To his friend, Ned said, rather blue,
"My wife Edith just told me we're through,
For she says I'm too fat."
And his friend told him that,
"You can't have your cake and Edith, too."

Flocon a dit…

But... but then you're a poétesse Ned? ("female poet" ça ne le fait vraiment pas en français).

Playing with words the way you do I am totally incapable of.

My guess is that there is an euphonic dimension in poetry in English that is essentially lacking in French.

Also, the two pieces you deliver are mosty monosyllabic which add to the sense of rythm and sounding quality of said haiku or limerick, respectively.

En passant, j'ai créé over 200 pages on Japanese poets (male and female) on Wiki and some articles directly related to Japanese poetry like this one called Utaawase.

Until I engaged into Japanese culture six months ago, I had no idea poetry played such an essential role in Japanese history and particularly during the Heian period when it seems poetry competitions were the major concern of the imperial court.

And of course there's the Genji monogatari that you've mentioned several times before.

Shall I live long enough to read it?

Ned Ludd a dit…

Flocon, long ago I thought the same thing. But from time to time I tried it and finally got near something, not to say it's great.

You have to be adaptable and willing to reject things you think are good. Who knows, maybe they can be used later, you never know, but the phrases or rhymes stay in your head.

Manipulating sounds, short phrases, and rhymes is fun.

I had a discussion about haiku with someone more knowledgeable than me, and she gave me some good advice on my haiku.

One of them was good she said because it dealt with real images, and the other wasn't because it was too abstract and even political.

I don't know where I put them, but if I find them I will post them.

Flocon a dit…

Ned,

More or less in the same range of occupation, many years ago I tried to compose definitions for cross-words. After few weeks I gave up because my production was both deplorable and pathetic...

Maybe I should have tried harder and maybe there exist basic rules of composition that I didn't know and even didn't know they existed if they even exist at all.

Ned Ludd a dit…

Flocon, there are basic rules for different types of poems, but often they are meant to be broken. There are things in poems and songs that are false rhymes, but they make the pieces work. I even have a book, "The Poets' Manual and Rhyming Dictionary".

For a long time now there has been non-rhyming and not fixed-foot poetry. I think of Walt Whitman and I sing the body electric

At high school I was fascinated with Coleridge, Rhyme of the Ancient Mariner I still remember lines from it.

Anonyme a dit…

Beautiful poem by John Keats: THOU still unravish'd bride of quietness,

Thou foster-child of Silence and slow Time,
Sylvan historian, who canst thus express
A flowery tale more sweetly than our rhyme:
What leaf-fringed legend haunts about thy shape
Of deities or mortals, or of both,
In Tempe or the dales of Arcady?
What men or gods are these? What maidens loth?
What mad pursuit? What struggle to escape?
What pipes and timbrels? What wild ecstasy?

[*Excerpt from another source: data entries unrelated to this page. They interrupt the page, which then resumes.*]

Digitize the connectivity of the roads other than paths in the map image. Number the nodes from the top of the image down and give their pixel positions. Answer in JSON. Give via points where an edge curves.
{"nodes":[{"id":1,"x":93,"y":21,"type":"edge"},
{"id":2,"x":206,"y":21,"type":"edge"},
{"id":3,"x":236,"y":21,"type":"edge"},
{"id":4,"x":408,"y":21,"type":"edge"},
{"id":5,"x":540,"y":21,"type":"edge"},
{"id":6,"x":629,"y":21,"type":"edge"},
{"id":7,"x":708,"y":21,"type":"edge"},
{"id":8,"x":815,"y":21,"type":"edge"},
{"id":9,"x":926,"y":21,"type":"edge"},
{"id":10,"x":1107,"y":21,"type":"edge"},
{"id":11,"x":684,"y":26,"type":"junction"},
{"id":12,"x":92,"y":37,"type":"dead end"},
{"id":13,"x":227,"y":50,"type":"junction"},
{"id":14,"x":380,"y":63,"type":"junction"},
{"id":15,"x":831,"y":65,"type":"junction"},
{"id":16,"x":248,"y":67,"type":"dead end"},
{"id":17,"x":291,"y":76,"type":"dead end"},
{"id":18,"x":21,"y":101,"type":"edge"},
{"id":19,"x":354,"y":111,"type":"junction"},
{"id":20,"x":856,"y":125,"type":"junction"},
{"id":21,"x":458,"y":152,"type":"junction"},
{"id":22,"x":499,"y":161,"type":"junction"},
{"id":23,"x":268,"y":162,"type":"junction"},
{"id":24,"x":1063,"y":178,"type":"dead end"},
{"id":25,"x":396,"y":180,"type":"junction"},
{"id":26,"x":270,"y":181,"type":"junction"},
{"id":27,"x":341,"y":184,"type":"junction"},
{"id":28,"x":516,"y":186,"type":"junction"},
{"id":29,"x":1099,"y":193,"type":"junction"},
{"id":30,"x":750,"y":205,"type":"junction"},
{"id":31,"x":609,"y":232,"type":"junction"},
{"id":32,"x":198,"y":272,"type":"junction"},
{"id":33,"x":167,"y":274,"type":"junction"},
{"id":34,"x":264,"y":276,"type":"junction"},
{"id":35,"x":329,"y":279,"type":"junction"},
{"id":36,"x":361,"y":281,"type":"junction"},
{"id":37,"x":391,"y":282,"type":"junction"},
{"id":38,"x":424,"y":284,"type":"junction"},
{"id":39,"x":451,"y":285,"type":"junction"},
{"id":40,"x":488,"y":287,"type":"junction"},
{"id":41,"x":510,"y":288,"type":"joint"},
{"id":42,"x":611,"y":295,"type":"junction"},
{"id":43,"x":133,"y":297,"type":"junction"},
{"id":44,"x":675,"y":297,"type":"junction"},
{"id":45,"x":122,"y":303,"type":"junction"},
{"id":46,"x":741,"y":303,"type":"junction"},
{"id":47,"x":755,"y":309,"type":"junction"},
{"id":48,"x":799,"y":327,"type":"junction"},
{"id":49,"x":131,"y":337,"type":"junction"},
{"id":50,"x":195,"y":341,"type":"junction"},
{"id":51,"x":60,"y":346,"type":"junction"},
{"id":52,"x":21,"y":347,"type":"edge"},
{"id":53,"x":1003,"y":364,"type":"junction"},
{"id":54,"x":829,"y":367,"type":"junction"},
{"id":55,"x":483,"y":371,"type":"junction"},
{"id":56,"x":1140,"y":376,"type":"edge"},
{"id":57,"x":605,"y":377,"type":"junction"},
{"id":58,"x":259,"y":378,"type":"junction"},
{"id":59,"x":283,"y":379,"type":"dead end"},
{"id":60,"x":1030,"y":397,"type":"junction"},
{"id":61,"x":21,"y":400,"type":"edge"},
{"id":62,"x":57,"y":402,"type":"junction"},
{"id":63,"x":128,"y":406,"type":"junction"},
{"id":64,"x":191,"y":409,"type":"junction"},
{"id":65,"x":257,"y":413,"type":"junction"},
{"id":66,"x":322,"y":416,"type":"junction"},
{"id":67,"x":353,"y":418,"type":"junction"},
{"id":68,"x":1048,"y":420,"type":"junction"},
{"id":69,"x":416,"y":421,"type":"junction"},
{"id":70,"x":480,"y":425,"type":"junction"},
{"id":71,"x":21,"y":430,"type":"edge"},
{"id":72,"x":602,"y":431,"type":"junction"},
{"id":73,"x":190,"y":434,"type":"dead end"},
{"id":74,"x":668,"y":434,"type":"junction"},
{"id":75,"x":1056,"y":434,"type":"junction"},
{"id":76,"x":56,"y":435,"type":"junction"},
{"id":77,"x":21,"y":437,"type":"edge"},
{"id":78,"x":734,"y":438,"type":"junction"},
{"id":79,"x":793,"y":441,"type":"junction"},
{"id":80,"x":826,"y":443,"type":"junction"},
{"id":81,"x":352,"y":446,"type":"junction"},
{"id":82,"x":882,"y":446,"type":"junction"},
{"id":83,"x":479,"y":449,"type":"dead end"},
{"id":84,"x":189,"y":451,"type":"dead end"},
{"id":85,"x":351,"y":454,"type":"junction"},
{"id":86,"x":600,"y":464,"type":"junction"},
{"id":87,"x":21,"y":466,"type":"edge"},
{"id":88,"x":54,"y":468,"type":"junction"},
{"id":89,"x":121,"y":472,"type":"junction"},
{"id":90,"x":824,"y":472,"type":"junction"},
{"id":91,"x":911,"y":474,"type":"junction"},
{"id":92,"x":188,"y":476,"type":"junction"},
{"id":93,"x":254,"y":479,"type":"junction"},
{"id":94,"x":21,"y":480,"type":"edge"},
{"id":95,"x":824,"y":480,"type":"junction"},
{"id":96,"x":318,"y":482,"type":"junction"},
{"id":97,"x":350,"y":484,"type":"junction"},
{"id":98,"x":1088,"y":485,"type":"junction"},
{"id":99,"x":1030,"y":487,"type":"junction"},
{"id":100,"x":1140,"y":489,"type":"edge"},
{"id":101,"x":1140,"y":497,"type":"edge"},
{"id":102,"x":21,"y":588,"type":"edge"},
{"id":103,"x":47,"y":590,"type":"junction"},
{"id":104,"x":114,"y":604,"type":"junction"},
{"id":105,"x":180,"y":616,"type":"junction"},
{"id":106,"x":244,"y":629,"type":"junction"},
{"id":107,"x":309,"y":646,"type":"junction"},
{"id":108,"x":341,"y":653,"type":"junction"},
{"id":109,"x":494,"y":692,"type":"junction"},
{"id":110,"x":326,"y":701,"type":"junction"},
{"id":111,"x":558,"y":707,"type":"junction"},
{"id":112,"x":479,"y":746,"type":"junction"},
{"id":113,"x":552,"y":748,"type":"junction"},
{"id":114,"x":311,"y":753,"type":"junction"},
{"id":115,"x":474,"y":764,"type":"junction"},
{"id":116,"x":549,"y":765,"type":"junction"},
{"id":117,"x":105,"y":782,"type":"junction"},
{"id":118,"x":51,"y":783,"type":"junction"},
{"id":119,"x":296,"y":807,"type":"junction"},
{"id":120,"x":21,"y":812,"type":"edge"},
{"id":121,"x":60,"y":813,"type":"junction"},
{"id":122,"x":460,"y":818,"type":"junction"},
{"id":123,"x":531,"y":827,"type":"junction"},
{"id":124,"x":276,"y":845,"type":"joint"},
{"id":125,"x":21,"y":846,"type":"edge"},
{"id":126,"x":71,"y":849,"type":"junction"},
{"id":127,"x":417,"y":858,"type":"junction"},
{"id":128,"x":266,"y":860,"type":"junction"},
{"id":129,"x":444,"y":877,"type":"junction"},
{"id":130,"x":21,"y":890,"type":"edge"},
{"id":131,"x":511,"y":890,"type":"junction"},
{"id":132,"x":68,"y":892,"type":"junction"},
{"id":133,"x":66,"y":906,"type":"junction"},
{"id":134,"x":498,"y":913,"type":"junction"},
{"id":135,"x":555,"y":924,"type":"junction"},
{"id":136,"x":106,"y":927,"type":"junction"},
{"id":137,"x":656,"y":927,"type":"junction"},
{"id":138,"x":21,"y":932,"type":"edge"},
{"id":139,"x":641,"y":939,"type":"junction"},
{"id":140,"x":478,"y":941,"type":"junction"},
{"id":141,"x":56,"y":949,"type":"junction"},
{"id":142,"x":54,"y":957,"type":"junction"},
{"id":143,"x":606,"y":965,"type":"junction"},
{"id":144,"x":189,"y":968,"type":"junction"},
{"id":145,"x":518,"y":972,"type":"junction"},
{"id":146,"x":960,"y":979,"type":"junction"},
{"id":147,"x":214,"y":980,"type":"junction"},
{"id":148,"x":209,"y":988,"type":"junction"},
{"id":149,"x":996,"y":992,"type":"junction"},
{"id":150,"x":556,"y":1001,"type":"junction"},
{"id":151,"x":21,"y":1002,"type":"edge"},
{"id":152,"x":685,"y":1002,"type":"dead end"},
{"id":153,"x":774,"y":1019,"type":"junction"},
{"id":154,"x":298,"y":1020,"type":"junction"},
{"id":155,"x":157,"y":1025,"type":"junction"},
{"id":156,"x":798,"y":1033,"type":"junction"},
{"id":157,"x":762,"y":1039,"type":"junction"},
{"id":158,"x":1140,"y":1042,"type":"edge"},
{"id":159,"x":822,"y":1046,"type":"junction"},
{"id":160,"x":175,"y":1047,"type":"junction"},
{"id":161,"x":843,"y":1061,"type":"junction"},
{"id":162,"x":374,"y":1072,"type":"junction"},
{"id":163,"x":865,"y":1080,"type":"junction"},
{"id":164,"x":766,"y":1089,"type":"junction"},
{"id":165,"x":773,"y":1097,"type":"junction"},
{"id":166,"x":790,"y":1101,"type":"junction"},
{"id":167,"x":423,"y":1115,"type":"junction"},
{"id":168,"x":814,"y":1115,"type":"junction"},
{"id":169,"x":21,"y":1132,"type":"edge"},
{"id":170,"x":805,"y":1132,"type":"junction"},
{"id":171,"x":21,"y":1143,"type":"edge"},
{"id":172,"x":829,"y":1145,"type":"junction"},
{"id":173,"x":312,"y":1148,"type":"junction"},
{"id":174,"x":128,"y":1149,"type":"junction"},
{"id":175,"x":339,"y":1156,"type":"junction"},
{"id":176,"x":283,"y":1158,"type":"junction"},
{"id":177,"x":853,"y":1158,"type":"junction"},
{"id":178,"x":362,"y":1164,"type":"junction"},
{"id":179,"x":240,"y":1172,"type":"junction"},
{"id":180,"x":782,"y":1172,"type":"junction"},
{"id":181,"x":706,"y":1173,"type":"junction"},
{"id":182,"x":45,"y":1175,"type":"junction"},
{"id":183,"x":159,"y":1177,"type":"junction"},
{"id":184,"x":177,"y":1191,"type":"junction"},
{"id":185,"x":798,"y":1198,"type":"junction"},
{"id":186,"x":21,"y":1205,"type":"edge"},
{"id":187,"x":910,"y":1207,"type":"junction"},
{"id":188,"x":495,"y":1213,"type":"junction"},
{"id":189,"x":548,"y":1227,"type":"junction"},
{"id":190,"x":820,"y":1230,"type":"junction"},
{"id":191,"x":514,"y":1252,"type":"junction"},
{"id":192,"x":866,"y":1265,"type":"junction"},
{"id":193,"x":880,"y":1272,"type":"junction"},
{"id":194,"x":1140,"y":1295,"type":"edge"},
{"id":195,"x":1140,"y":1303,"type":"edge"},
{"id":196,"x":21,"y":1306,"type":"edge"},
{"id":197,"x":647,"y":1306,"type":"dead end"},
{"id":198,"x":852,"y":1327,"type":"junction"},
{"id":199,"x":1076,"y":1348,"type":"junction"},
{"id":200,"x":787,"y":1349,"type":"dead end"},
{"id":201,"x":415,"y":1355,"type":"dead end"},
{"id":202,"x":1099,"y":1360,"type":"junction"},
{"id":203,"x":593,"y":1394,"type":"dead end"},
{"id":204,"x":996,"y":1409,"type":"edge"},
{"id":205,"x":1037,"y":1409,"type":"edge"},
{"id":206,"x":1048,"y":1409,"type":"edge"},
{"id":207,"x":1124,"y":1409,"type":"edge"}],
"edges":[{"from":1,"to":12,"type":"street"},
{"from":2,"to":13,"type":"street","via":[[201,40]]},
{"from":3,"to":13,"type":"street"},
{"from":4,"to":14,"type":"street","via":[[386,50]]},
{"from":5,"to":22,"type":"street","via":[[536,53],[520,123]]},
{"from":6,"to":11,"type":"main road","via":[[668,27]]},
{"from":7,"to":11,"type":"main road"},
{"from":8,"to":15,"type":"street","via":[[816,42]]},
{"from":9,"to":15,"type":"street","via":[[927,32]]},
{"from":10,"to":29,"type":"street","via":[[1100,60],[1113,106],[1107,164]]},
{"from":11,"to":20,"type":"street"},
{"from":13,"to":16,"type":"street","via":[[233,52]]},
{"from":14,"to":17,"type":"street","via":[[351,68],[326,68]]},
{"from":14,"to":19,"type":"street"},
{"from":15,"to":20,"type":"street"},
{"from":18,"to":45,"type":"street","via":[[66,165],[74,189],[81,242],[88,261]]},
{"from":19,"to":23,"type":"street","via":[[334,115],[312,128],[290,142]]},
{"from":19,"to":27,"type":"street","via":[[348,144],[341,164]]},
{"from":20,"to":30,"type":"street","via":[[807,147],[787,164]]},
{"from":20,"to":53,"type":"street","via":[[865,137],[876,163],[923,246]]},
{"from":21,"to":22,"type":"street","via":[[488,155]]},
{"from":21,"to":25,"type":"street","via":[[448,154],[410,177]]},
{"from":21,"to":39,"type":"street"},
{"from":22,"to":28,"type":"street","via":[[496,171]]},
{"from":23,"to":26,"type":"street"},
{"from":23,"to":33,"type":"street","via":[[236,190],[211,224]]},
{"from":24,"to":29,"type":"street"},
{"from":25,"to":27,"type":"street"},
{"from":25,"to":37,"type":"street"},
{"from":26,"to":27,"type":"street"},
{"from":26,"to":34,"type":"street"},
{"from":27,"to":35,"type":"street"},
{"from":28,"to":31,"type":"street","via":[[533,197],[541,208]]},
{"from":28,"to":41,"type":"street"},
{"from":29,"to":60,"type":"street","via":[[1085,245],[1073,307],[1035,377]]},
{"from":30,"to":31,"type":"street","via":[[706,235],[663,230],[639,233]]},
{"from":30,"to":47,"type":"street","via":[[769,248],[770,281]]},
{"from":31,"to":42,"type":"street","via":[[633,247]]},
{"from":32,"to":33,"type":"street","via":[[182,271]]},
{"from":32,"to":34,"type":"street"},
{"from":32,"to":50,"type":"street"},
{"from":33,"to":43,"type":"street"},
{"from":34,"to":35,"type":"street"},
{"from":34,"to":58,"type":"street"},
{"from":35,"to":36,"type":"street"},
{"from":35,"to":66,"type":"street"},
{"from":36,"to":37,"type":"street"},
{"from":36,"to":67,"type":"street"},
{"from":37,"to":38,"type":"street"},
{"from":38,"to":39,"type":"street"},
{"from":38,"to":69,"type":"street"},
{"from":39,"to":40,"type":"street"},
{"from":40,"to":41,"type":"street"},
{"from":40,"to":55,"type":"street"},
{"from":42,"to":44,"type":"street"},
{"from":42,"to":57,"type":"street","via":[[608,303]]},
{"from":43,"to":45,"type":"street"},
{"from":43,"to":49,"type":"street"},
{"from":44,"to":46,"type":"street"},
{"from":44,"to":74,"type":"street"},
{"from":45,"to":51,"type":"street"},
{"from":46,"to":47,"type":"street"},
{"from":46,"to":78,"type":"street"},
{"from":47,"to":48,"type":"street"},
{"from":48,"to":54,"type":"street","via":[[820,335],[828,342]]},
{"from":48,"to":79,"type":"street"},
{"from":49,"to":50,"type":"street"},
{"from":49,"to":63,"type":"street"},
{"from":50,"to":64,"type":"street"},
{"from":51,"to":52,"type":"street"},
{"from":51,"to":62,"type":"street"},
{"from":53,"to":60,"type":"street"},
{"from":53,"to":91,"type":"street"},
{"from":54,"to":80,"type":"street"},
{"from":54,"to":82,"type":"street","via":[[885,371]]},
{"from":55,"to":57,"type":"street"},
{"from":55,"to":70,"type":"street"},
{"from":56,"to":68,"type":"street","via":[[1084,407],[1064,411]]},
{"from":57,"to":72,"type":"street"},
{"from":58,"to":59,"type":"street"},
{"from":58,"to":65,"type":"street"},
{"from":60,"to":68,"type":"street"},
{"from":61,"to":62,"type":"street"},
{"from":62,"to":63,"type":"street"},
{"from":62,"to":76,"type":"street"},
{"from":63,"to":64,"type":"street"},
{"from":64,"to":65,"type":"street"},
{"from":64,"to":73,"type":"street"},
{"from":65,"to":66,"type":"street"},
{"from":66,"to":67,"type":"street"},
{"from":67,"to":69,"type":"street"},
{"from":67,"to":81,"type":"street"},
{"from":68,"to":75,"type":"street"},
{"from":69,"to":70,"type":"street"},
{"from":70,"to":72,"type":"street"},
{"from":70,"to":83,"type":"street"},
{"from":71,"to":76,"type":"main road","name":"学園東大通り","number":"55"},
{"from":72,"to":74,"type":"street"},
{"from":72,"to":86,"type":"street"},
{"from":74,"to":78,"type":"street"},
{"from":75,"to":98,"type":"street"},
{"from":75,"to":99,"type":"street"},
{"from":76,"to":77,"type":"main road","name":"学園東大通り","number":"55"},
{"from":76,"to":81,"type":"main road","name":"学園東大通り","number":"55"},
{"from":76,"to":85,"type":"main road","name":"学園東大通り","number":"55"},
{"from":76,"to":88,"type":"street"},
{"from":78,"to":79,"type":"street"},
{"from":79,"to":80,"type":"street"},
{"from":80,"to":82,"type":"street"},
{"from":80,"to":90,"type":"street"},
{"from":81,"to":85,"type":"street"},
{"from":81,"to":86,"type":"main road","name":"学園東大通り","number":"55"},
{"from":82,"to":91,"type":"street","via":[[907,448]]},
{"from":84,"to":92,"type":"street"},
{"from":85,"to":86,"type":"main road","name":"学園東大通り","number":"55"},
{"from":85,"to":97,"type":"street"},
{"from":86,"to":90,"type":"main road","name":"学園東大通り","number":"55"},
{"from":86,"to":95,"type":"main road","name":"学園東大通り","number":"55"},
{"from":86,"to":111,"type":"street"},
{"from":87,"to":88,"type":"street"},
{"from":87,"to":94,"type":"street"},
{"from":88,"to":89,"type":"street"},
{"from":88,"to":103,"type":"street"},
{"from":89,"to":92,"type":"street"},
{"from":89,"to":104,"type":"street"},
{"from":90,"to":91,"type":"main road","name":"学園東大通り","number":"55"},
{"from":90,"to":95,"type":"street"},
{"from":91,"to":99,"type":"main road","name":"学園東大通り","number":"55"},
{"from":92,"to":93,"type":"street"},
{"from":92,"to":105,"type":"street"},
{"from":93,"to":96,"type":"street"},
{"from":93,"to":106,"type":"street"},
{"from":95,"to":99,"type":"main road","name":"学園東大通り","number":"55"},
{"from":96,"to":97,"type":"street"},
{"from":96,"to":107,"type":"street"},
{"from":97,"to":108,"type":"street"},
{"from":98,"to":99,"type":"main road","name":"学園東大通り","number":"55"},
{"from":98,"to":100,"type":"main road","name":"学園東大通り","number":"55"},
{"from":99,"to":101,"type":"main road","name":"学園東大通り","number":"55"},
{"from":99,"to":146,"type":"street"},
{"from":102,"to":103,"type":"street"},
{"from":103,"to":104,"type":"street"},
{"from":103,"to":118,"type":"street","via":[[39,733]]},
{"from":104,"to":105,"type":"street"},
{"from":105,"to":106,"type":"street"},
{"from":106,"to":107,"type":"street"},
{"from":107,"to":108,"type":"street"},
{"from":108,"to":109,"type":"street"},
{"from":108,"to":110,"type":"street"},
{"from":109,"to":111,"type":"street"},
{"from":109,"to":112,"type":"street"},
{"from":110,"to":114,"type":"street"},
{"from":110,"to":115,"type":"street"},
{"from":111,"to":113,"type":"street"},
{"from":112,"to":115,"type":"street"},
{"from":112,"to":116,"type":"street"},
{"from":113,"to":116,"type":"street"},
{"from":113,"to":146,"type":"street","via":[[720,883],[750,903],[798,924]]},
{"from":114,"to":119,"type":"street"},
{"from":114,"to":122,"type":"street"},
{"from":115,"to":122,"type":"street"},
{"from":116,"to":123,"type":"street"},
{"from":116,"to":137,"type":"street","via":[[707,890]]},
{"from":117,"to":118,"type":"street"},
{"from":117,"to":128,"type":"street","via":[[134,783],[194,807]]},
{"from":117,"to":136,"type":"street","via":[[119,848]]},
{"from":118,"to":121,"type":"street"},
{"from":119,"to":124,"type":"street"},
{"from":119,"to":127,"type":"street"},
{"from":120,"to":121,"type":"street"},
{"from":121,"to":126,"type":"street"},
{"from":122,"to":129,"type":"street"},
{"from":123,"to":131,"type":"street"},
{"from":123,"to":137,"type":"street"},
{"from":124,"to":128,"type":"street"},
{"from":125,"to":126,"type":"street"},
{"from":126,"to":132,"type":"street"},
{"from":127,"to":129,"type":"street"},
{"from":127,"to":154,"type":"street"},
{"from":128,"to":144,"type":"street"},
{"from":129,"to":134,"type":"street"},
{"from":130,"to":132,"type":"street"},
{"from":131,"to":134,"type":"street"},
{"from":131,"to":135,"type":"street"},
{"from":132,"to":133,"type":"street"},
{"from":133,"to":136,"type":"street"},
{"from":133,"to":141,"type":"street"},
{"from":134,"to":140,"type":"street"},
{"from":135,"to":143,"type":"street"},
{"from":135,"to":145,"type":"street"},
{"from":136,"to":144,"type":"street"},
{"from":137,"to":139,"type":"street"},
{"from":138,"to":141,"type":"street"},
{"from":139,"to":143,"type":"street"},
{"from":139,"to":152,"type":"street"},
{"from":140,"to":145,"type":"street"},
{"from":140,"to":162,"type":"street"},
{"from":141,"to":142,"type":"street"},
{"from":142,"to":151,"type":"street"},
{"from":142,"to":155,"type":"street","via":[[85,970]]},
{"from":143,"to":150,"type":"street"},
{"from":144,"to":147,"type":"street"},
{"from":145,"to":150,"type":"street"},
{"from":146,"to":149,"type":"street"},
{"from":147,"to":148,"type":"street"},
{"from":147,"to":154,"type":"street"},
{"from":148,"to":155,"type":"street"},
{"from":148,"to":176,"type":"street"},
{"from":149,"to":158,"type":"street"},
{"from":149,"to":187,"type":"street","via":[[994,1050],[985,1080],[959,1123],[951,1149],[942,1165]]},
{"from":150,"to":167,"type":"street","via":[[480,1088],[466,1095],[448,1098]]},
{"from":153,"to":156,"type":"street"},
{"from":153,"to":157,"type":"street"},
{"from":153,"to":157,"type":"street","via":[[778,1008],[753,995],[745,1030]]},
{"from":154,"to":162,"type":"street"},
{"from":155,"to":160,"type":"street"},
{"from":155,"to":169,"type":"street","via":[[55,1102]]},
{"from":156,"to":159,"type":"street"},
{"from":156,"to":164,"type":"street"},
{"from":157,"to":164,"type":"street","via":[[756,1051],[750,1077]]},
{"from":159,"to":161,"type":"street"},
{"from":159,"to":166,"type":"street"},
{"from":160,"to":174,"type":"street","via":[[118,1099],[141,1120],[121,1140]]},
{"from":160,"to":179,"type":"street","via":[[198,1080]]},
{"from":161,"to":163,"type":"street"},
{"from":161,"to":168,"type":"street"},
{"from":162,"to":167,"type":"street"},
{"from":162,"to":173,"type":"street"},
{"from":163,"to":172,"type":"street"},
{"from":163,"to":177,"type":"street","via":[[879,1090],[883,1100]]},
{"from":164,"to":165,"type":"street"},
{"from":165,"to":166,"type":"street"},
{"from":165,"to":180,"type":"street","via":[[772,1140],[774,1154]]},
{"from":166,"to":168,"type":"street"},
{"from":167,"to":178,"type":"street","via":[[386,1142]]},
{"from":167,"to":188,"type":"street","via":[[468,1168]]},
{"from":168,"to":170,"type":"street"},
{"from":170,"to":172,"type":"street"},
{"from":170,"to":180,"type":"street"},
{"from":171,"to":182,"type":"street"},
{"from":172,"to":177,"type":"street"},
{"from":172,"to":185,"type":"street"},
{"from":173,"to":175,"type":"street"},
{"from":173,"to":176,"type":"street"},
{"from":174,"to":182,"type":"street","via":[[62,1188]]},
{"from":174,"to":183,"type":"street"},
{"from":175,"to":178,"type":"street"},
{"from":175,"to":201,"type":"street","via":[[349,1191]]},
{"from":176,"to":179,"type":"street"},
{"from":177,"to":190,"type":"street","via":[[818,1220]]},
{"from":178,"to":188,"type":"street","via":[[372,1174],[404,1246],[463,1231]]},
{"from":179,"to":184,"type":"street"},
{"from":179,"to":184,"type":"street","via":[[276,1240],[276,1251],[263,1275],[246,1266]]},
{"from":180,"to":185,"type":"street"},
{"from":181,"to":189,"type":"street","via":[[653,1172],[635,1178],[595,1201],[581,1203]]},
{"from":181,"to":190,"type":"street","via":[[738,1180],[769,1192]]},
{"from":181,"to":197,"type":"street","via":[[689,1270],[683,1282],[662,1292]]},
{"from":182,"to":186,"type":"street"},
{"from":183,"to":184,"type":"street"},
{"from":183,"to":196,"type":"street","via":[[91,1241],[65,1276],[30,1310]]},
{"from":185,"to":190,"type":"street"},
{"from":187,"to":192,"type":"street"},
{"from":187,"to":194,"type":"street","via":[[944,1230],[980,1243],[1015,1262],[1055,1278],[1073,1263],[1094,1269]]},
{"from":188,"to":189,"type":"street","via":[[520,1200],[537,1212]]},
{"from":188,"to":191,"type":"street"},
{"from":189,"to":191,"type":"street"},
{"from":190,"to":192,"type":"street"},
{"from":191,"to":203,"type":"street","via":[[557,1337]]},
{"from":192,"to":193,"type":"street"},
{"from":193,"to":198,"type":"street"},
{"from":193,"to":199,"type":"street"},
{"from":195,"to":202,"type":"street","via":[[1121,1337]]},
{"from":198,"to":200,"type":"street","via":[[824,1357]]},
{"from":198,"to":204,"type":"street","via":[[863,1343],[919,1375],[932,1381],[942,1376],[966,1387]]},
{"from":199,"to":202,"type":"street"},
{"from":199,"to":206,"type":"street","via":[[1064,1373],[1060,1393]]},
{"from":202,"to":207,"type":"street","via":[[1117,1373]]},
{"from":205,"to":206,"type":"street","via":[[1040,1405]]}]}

Heard melodies are sweet, but those unheard
Are sweeter; therefore, ye soft pipes, play on;
Not to the sensual ear, but, more endear'd,
Pipe to the spirit ditties of no tone:
Fair youth, beneath the trees, thou canst not leave
Thy song, nor ever can those trees be bare;
Bold Lover, never, never canst thou kiss,
Though winning near the goal—yet, do not grieve;
She cannot fade, though thou hast not thy bliss,
For ever wilt thou love, and she be fair

Ah, happy, happy boughs! that cannot shed
Your leaves, nor ever bid the Spring adieu;
And, happy melodist, unwearièd,
For ever piping songs for ever new;
More happy love! more happy, happy love!.
For ever warm and still to be enjoy'd,
For ever panting, and for ever young;
All breathing human passion far above,
That leaves a heart high-sorrowful and cloy'd,
A burning forehead, and a parching tongue.

Who are these coming to the sacrifice?
To what green altar, O mysterious priest,
Lead'st thou that heifer lowing at the skies,
And all her silken flanks with garlands drest?
What little town by river or sea-shore, 35
Or mountain-built with peaceful citadel,
Is emptied of its folk, this pious morn?
And, little town, thy streets for evermore
Will silent be; and not a soul, to tell
Why thou art desolate, can e'er return. 40

O Attic shape! fair attitude! with brede
Of marble men and maidens overwrought,
With forest branches and the trodden weed;
Thou, silent form! dost tease us out of thought
As doth eternity: Cold Pastoral! 45
When old age shall this generation waste,
Thou shalt remain, in midst of other woe
Than ours, a friend to man, to whom thou say'st,
'Beauty is truth, truth beauty,—that is all
Ye know on earth, and all ye need to know.'

Ned Ludd a dit…

Pensez téléologie
L'écran TNT
Pixels qui crée notre vie
____

Wikipédia explique
téléologie
toujours incompréhensible
____

Téléologie amour
me confond toujours
feuille qui s'envole une fois lu
____

C'était une fois très très loin,
téléologie
remplacée par la Télé

___

Some Haïku to explain that I don't know what it is even after reading Wiki.

Flocon a dit…

Anijo,

If I remember well Mark (déposé) was very emotional about Keats.

Now, if you remember well, that's how he used to sign his comments (Marc (déposé). If the puns (there are two in one cause Mark was a much clever one) eludes you I'll explain ;-)

Flocon a dit…

Ned,

Your four haikku are... interesting..., the third one just needs a final letter which doesn't add any syllable anyway.

Téléologie amour
me confond toujours
feuille qui s'envole une fois lue

-------

As is too often the case, the French Wiki is pathetic as compared to the English one. This page should be completely deleted and replaced by a more serious one. Obviously, the person who wrote the core of the page (in 2005 and left Wiki 3 years ago) posted a very personal and nearly incomprehensible abridged "fourre-tout". The sort of "article" that gives Wikipedia a bad reputation.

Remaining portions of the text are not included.